[Opening Exercise materials section]

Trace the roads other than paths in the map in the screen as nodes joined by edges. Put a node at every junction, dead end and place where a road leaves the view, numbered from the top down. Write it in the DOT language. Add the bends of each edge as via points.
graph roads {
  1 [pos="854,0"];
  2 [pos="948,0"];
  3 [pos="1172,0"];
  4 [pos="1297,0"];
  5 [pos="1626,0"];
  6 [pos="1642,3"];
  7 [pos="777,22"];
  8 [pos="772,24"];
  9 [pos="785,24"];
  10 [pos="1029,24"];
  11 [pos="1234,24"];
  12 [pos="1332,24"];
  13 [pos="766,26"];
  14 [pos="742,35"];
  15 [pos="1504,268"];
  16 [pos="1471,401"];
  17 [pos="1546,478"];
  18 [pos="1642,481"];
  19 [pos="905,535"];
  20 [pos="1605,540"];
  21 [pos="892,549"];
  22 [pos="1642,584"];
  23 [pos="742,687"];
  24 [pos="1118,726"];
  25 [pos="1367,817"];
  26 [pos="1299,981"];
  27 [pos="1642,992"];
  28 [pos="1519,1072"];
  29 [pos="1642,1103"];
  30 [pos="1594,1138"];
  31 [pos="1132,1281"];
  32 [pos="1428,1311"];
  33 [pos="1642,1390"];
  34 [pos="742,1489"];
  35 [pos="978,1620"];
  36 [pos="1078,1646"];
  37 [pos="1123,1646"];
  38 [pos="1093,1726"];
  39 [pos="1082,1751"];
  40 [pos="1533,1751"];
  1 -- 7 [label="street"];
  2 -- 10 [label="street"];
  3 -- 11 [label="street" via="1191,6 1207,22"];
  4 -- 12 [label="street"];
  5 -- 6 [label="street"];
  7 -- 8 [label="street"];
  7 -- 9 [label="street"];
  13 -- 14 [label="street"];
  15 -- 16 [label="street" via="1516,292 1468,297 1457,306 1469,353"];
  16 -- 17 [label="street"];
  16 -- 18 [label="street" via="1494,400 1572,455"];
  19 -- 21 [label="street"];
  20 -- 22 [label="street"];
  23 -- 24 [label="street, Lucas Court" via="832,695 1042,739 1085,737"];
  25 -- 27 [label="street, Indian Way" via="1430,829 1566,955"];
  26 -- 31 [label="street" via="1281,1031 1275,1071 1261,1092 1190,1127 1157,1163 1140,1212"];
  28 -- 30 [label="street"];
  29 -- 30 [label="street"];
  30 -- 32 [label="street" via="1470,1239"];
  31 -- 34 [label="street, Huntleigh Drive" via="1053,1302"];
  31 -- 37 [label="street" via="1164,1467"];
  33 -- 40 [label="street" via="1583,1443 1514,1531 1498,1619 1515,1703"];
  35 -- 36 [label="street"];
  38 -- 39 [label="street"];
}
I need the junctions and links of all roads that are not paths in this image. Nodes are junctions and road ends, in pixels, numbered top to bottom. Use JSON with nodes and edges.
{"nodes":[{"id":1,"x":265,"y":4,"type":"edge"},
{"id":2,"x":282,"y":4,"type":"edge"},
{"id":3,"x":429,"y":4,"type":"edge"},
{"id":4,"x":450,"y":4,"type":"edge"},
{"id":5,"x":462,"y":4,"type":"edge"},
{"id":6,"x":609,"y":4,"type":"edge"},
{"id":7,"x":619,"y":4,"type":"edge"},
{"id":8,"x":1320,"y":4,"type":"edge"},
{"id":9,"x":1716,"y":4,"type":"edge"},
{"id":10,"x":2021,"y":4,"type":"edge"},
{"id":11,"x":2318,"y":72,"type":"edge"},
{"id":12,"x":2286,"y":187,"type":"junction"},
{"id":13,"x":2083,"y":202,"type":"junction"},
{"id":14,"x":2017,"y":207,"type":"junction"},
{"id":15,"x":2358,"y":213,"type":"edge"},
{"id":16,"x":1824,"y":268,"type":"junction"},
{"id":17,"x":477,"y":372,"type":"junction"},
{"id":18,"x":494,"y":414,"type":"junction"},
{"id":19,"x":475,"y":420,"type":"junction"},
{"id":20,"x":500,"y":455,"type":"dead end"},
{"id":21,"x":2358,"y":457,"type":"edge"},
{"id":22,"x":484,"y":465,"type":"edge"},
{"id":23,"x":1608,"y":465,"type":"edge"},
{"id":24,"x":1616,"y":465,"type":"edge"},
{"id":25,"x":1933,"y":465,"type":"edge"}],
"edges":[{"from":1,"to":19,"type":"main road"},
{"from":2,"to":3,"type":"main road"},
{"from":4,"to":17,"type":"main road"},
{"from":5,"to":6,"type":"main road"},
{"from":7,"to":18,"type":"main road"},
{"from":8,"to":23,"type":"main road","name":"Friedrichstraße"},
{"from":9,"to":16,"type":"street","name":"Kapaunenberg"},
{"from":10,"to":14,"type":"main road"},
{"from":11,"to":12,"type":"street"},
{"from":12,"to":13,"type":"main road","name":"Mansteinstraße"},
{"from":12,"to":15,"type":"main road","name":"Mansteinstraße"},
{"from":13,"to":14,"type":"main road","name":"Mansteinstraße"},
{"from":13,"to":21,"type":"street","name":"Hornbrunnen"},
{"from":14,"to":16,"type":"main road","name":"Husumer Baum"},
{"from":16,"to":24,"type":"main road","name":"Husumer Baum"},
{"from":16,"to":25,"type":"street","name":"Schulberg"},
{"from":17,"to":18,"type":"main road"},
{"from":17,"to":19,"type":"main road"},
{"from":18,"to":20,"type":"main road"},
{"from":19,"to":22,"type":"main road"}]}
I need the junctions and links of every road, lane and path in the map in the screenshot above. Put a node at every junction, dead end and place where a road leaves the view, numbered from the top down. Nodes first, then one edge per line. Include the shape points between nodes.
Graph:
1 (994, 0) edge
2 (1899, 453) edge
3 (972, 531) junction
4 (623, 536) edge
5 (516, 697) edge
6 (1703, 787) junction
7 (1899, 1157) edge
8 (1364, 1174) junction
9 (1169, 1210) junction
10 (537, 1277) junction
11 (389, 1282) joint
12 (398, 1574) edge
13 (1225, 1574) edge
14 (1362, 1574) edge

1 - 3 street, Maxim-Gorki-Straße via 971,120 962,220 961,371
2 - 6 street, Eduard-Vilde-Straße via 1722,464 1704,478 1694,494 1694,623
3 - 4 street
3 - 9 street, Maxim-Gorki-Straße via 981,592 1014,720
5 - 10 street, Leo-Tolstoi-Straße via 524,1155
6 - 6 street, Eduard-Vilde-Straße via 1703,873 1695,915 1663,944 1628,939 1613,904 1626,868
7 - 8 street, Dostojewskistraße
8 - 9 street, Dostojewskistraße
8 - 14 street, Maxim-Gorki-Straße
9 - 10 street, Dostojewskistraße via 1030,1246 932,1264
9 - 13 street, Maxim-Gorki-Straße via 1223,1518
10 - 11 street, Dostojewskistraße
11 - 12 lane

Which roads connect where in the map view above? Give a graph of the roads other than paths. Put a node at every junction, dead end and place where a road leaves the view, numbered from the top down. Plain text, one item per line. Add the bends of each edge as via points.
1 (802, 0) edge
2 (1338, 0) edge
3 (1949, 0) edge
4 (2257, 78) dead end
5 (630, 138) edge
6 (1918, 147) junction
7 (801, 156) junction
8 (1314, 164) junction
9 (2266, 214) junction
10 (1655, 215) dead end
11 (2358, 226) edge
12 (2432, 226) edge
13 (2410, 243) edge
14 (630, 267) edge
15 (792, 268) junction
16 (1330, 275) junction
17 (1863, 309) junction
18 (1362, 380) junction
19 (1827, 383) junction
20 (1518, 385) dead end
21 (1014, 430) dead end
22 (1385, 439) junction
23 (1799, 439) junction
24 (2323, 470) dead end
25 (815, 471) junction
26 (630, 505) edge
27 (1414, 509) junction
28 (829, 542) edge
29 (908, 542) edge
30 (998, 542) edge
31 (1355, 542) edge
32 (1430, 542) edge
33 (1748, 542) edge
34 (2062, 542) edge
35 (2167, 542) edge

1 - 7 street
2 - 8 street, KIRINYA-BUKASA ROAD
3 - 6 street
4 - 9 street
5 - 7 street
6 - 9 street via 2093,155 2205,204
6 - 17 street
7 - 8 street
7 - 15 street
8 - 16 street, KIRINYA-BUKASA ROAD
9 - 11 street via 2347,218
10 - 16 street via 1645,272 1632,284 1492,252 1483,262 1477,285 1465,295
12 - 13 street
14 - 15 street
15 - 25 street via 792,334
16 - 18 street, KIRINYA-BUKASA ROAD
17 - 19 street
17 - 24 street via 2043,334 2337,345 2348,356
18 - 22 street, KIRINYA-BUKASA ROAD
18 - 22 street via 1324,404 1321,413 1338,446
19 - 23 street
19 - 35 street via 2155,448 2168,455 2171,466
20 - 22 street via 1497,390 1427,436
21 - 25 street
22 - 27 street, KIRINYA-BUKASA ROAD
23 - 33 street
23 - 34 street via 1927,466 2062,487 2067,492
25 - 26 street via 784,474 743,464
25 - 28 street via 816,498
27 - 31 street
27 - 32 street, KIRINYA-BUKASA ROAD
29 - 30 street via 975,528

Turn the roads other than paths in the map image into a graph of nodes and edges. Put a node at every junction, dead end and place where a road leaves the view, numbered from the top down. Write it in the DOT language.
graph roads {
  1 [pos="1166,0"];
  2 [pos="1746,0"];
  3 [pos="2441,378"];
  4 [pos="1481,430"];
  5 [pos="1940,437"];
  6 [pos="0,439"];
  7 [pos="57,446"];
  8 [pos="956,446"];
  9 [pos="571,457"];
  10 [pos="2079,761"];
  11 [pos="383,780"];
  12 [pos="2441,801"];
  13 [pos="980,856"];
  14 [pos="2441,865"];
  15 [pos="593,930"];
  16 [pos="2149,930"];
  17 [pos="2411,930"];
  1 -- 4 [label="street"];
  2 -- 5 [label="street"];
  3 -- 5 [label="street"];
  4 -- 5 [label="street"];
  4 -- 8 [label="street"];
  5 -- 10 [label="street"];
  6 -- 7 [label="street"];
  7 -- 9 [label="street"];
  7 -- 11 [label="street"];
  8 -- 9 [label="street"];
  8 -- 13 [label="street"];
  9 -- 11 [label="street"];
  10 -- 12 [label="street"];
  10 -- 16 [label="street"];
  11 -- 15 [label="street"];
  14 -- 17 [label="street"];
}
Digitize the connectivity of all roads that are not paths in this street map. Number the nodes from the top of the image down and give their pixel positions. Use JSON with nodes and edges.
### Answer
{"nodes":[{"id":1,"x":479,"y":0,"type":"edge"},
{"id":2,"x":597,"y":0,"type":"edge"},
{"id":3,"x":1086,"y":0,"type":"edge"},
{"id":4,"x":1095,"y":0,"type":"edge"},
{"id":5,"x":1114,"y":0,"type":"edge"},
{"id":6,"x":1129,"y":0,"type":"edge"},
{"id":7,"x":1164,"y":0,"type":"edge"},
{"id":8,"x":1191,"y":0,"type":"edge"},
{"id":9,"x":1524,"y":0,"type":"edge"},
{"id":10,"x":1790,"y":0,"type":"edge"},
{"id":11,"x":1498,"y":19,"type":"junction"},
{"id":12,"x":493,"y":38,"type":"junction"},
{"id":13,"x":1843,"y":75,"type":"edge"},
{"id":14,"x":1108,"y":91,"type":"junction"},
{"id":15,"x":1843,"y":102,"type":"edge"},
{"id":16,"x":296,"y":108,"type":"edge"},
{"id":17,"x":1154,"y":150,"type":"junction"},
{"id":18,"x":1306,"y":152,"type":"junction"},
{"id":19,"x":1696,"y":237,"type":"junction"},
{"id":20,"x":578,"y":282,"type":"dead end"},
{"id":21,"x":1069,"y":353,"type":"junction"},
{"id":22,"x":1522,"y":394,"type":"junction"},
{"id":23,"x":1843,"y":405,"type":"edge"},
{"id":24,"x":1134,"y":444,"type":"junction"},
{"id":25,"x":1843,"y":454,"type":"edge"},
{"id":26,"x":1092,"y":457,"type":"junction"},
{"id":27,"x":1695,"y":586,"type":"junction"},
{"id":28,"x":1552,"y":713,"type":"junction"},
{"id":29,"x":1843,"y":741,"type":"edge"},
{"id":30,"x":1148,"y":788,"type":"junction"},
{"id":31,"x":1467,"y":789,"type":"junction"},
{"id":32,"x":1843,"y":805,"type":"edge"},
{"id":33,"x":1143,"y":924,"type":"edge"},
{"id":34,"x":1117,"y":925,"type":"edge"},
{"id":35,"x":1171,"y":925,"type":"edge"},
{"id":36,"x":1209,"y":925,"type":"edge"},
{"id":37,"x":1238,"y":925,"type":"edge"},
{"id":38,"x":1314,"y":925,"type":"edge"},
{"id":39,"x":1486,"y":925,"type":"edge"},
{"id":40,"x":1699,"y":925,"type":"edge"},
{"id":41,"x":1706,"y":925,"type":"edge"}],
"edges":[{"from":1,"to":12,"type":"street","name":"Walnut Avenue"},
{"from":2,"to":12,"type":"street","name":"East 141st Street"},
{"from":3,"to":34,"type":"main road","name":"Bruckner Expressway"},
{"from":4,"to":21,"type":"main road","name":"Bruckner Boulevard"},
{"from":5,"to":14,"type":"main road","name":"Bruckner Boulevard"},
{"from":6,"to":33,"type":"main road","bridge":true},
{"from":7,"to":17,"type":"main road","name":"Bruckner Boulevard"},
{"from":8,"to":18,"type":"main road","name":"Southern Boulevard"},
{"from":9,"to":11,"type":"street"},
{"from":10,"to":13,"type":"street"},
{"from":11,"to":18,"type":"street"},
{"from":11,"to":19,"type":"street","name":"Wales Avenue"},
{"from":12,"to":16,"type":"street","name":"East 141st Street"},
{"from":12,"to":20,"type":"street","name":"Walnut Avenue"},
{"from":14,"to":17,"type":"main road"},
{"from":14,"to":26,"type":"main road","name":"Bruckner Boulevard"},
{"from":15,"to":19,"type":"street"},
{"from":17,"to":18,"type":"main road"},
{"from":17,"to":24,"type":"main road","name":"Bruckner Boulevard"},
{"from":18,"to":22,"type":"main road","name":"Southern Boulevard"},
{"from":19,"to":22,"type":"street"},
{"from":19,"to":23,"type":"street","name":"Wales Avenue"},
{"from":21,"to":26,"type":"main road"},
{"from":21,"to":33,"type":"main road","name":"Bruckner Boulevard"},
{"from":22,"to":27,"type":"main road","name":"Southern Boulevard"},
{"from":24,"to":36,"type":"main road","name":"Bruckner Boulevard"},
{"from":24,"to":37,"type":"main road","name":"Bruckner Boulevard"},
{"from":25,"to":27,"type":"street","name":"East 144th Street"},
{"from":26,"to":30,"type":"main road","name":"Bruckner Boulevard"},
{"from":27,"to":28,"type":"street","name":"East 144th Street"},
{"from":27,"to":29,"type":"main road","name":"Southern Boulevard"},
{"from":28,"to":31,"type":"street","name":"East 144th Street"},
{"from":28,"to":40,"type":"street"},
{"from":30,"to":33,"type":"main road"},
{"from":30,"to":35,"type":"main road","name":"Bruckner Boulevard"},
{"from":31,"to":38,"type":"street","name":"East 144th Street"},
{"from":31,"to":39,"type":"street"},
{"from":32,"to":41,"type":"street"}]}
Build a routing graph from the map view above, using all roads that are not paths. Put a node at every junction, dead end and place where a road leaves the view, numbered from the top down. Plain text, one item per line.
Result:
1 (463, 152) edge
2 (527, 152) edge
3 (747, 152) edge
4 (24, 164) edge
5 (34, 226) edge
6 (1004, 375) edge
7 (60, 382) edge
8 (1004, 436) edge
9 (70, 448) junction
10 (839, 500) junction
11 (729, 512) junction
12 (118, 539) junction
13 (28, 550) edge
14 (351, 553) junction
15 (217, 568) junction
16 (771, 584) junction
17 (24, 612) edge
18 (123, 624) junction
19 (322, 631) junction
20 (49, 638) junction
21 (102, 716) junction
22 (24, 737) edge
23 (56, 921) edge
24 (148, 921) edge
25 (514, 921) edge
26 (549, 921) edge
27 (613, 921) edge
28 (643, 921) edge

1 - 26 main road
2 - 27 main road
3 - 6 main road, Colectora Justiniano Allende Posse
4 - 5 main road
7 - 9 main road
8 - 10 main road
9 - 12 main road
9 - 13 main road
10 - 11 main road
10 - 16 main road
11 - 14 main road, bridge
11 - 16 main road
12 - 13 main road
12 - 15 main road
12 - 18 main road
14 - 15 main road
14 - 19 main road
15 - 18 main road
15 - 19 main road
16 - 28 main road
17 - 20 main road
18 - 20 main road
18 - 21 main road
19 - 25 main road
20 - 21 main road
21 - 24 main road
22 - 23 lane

[Closing Exercise materials section]

Read the listing line by line, and copy each line in which the word "lane" is found.

I need the junctions and links of every road, lane and path in the map in the screenshot above. Put a node at every junction, dead end and place where a road leaves the view, numbered from the top down. Nodes first, then one edge per line. Include the shape points between nodes.
11 - 12 lane
22 - 23 lane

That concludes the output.